The draft proposal is meant to provide the Consumer Product Safety Commission additional authority in the exclusion process, one of the most confounding flaws of the current law. If a product poses no threat whatsoever — think brass and other lead-containing metal parts on kids’ ATVs or in bicycle valves — the CPSC has not been able to provide a common-sense exemption from the CPSIA’s effective ban on sales. This language should also help manufacturers and sellers of children’s books and ball point pens.

Also proposed is exclusion language for inaccessible parts containing phthalates — shielded wiring, for example — exemptions for extremely low-volume manufacturers, and exemptions for thrift stores. The language would apply prospectively the reduction in 2011 to 100ppm for lead content instead of applying it retroactively, as has been current practice.

The draft also proposes to give the CPSC new authority on voluntary recalls, subpoena power and public notification of imminent hazards.

The Consumer Product Safety Improvement Act became law on Aug. 14, 2008.

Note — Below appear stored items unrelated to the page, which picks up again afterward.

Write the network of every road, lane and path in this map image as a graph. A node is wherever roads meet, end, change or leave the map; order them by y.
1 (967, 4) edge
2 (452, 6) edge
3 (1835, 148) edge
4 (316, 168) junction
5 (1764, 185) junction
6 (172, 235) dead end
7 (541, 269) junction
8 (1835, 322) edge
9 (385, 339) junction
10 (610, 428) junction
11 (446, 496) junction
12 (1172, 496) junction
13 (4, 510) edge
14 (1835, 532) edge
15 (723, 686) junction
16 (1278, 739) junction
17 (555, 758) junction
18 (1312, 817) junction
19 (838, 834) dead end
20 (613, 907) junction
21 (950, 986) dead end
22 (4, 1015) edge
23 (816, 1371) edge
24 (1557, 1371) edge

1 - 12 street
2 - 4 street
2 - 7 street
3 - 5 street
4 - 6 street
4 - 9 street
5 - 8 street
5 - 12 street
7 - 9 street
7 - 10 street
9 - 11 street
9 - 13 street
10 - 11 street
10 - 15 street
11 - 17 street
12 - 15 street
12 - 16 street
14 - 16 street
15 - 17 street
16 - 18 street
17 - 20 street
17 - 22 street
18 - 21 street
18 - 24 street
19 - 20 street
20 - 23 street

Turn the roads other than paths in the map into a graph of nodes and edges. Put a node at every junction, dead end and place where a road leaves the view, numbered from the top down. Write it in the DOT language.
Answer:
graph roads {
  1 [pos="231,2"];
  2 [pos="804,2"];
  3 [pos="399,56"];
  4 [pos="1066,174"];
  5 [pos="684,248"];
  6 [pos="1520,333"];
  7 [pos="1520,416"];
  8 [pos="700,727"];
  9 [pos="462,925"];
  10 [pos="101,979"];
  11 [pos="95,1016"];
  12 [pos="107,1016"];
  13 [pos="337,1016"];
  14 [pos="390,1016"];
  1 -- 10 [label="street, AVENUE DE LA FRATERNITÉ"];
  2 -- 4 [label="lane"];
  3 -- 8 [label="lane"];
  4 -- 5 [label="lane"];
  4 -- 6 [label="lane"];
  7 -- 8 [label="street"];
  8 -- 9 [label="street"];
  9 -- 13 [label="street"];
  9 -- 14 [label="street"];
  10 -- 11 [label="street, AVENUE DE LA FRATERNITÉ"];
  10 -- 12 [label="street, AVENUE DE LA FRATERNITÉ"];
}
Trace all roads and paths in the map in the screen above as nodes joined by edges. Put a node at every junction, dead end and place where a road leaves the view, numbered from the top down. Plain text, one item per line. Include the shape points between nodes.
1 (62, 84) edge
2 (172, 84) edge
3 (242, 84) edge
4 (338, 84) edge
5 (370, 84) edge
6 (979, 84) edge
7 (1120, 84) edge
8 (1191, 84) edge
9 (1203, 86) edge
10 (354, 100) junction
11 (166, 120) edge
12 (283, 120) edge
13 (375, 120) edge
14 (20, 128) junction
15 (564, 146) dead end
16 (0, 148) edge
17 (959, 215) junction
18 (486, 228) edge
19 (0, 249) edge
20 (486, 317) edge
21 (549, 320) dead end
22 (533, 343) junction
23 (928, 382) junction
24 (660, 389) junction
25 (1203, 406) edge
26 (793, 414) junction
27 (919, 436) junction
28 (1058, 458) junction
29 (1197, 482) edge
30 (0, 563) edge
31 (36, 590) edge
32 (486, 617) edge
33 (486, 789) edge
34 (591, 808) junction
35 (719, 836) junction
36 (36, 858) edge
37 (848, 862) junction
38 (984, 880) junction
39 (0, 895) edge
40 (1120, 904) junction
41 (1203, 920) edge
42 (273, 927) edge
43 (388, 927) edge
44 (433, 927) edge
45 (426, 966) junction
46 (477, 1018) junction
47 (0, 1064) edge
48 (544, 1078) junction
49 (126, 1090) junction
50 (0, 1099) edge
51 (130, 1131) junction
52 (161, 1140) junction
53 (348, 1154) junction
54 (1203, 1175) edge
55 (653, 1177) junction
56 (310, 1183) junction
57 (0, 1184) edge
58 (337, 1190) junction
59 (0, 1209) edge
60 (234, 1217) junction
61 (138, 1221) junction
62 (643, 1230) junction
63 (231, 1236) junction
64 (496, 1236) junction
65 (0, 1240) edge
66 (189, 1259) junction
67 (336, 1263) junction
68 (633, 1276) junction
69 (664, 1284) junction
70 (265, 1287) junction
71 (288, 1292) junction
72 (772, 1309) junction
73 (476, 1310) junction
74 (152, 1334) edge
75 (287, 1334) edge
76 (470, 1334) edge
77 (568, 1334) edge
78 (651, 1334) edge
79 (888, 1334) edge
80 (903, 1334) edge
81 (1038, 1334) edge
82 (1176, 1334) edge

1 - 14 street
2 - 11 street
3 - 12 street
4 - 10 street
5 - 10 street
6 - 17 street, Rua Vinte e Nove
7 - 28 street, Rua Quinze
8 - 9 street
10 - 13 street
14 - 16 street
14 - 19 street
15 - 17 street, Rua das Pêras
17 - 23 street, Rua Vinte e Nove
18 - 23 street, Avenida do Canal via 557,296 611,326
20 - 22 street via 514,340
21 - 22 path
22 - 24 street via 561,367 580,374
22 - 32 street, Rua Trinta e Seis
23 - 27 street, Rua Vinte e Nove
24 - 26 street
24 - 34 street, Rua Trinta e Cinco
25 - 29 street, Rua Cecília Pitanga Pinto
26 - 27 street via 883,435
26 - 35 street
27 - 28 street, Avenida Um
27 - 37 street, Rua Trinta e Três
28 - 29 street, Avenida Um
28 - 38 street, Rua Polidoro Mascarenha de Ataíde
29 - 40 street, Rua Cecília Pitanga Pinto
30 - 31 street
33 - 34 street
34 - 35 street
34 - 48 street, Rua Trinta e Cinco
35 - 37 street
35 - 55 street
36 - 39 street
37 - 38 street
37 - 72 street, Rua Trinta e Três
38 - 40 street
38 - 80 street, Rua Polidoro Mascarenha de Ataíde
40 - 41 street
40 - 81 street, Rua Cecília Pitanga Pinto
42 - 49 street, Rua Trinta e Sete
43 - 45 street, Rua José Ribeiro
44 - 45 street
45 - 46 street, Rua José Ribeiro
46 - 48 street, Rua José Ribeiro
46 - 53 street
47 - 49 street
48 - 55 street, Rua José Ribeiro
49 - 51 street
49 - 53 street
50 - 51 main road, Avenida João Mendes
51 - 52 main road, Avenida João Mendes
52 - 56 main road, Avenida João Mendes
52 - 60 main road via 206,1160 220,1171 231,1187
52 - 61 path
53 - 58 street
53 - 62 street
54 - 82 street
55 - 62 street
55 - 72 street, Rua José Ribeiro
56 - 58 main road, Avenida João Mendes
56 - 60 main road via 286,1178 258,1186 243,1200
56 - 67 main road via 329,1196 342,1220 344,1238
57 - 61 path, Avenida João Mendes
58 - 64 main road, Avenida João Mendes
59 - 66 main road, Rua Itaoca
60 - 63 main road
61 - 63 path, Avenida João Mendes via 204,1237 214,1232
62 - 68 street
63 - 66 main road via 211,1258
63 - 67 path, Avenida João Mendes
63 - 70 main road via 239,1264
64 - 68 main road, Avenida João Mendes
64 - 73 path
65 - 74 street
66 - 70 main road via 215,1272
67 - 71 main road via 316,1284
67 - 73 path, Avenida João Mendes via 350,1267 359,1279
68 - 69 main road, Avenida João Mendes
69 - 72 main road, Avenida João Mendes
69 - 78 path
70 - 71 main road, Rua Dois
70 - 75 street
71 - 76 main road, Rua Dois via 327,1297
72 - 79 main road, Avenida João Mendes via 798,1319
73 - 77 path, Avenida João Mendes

The NAM is collecting comments from members in response to the draft language. Not surprisingly, the most passionate and engaged activists on the issue, Rick Woldenberg of Learning Resources Inc. has commented extensively on the draft language at his blog, “CPSIA – Comments & Observations.” Chairman Waxman has at least acknowledge that the law is flawed, Woldenberg writes, but he sharply criticizes the draft’s omissions and failings. From “CPSIA – The New Waxman Amendment Analyzed,“:

CRITICAL ISSUES are absent and unaddressed in this legislation. Examples:

  • Risk Assessment by the CPSC and/or the Commission.
  • Changes in age limits for the lead standards and phthalates ban.
  • Narrowing of the scope of “Children’s Product” to eliminate many categories of products unthinkingly pulled into this law by its overly broad language.
  • True reform to protect small businesses.
  • Tracking labels relief.

All valid points.

More from Woldenberg:

The Consumer Product Safety Improvement Act became law on Aug. 14, 2008.

UPDATE: Roll Call has a sympathetic article on Chairman Waxman today, “Henry Waxman in His Element.” The story does not mention the CPSIA, which became law on Aug. 14, 2008.

Join the discussion One Comment

  • […] Does the Fix Need a Fix? Published March 15, 2010 Uncategorized Leave a Comment On February 5, I wrote here that the Congress was considering making changes to the CPSIA. That’s moved to the next step: the five CPSC Commissioners have now been asked to comment on draft legislation to address the unintended consequences of the CPSIA.  Because it has not yet been introduced, it is not officially available but you can read the draft bill analyzed in several blogs including Learning Resources and Shopfloor. […]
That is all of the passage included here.